--- WORK TASK ---
Print out the full listing, exactly.

--- AVAILABLE DATA ---

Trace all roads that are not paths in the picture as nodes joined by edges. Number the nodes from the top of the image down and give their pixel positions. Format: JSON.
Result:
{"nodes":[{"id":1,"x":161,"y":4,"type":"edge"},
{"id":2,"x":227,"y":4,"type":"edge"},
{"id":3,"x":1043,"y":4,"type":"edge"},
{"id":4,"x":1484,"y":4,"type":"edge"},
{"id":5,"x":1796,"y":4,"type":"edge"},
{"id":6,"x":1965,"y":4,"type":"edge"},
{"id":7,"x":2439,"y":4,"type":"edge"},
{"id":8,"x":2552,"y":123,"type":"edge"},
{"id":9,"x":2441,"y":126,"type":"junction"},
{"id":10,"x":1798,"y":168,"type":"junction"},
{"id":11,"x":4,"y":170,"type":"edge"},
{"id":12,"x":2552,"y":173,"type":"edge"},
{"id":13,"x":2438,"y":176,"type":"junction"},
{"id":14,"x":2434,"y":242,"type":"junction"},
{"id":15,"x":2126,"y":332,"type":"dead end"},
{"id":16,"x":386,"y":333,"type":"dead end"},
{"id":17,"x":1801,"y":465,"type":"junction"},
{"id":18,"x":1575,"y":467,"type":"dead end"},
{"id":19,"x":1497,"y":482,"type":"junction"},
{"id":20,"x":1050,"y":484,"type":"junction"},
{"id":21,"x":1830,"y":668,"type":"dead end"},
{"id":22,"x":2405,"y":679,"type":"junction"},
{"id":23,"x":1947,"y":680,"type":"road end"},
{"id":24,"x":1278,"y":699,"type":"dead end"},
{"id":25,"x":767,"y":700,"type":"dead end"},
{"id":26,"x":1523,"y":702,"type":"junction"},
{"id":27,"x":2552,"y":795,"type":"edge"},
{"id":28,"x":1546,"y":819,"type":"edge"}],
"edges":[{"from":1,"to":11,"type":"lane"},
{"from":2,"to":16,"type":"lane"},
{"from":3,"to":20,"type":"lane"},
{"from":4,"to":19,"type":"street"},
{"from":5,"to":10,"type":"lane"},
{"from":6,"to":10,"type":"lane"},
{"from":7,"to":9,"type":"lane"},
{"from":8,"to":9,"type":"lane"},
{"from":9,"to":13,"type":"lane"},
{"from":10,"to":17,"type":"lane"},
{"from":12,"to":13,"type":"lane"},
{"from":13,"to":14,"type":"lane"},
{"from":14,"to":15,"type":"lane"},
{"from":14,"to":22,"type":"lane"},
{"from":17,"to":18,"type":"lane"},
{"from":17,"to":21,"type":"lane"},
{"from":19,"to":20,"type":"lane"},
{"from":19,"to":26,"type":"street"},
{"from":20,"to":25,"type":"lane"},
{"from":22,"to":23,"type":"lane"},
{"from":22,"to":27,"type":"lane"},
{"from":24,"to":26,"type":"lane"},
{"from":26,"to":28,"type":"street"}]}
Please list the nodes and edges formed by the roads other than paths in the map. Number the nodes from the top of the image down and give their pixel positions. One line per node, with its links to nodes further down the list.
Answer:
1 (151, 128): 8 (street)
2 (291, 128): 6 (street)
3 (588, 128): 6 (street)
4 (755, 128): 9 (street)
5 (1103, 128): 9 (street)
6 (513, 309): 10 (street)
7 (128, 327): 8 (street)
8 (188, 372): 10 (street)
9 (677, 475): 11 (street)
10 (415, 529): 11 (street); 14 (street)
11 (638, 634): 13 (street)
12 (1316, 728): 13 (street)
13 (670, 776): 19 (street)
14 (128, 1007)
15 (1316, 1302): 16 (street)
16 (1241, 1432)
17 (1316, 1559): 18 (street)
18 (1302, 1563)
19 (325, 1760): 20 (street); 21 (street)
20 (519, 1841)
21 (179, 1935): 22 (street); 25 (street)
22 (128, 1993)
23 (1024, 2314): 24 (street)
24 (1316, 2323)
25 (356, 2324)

--- REPLY ---
Trace all roads that are not paths in the picture as nodes joined by edges. Number the nodes from the top of the image down and give their pixel positions. Format: JSON.
Result:
{"nodes":[{"id":1,"x":161,"y":4,"type":"edge"},
{"id":2,"x":227,"y":4,"type":"edge"},
{"id":3,"x":1043,"y":4,"type":"edge"},
{"id":4,"x":1484,"y":4,"type":"edge"},
{"id":5,"x":1796,"y":4,"type":"edge"},
{"id":6,"x":1965,"y":4,"type":"edge"},
{"id":7,"x":2439,"y":4,"type":"edge"},
{"id":8,"x":2552,"y":123,"type":"edge"},
{"id":9,"x":2441,"y":126,"type":"junction"},
{"id":10,"x":1798,"y":168,"type":"junction"},
{"id":11,"x":4,"y":170,"type":"edge"},
{"id":12,"x":2552,"y":173,"type":"edge"},
{"id":13,"x":2438,"y":176,"type":"junction"},
{"id":14,"x":2434,"y":242,"type":"junction"},
{"id":15,"x":2126,"y":332,"type":"dead end"},
{"id":16,"x":386,"y":333,"type":"dead end"},
{"id":17,"x":1801,"y":465,"type":"junction"},
{"id":18,"x":1575,"y":467,"type":"dead end"},
{"id":19,"x":1497,"y":482,"type":"junction"},
{"id":20,"x":1050,"y":484,"type":"junction"},
{"id":21,"x":1830,"y":668,"type":"dead end"},
{"id":22,"x":2405,"y":679,"type":"junction"},
{"id":23,"x":1947,"y":680,"type":"road end"},
{"id":24,"x":1278,"y":699,"type":"dead end"},
{"id":25,"x":767,"y":700,"type":"dead end"},
{"id":26,"x":1523,"y":702,"type":"junction"},
{"id":27,"x":2552,"y":795,"type":"edge"},
{"id":28,"x":1546,"y":819,"type":"edge"}],
"edges":[{"from":1,"to":11,"type":"lane"},
{"from":2,"to":16,"type":"lane"},
{"from":3,"to":20,"type":"lane"},
{"from":4,"to":19,"type":"street"},
{"from":5,"to":10,"type":"lane"},
{"from":6,"to":10,"type":"lane"},
{"from":7,"to":9,"type":"lane"},
{"from":8,"to":9,"type":"lane"},
{"from":9,"to":13,"type":"lane"},
{"from":10,"to":17,"type":"lane"},
{"from":12,"to":13,"type":"lane"},
{"from":13,"to":14,"type":"lane"},
{"from":14,"to":15,"type":"lane"},
{"from":14,"to":22,"type":"lane"},
{"from":17,"to":18,"type":"lane"},
{"from":17,"to":21,"type":"lane"},
{"from":19,"to":20,"type":"lane"},
{"from":19,"to":26,"type":"street"},
{"from":20,"to":25,"type":"lane"},
{"from":22,"to":23,"type":"lane"},
{"from":22,"to":27,"type":"lane"},
{"from":24,"to":26,"type":"lane"},
{"from":26,"to":28,"type":"street"}]}
Please list the nodes and edges formed by the roads other than paths in the map. Number the nodes from the top of the image down and give their pixel positions. One line per node, with its links to nodes further down the list.
Answer:
1 (151, 128): 8 (street)
2 (291, 128): 6 (street)
3 (588, 128): 6 (street)
4 (755, 128): 9 (street)
5 (1103, 128): 9 (street)
6 (513, 309): 10 (street)
7 (128, 327): 8 (street)
8 (188, 372): 10 (street)
9 (677, 475): 11 (street)
10 (415, 529): 11 (street); 14 (street)
11 (638, 634): 13 (street)
12 (1316, 728): 13 (street)
13 (670, 776): 19 (street)
14 (128, 1007)
15 (1316, 1302): 16 (street)
16 (1241, 1432)
17 (1316, 1559): 18 (street)
18 (1302, 1563)
19 (325, 1760): 20 (street); 21 (street)
20 (519, 1841)
21 (179, 1935): 22 (street); 25 (street)
22 (128, 1993)
23 (1024, 2314): 24 (street)
24 (1316, 2323)
25 (356, 2324)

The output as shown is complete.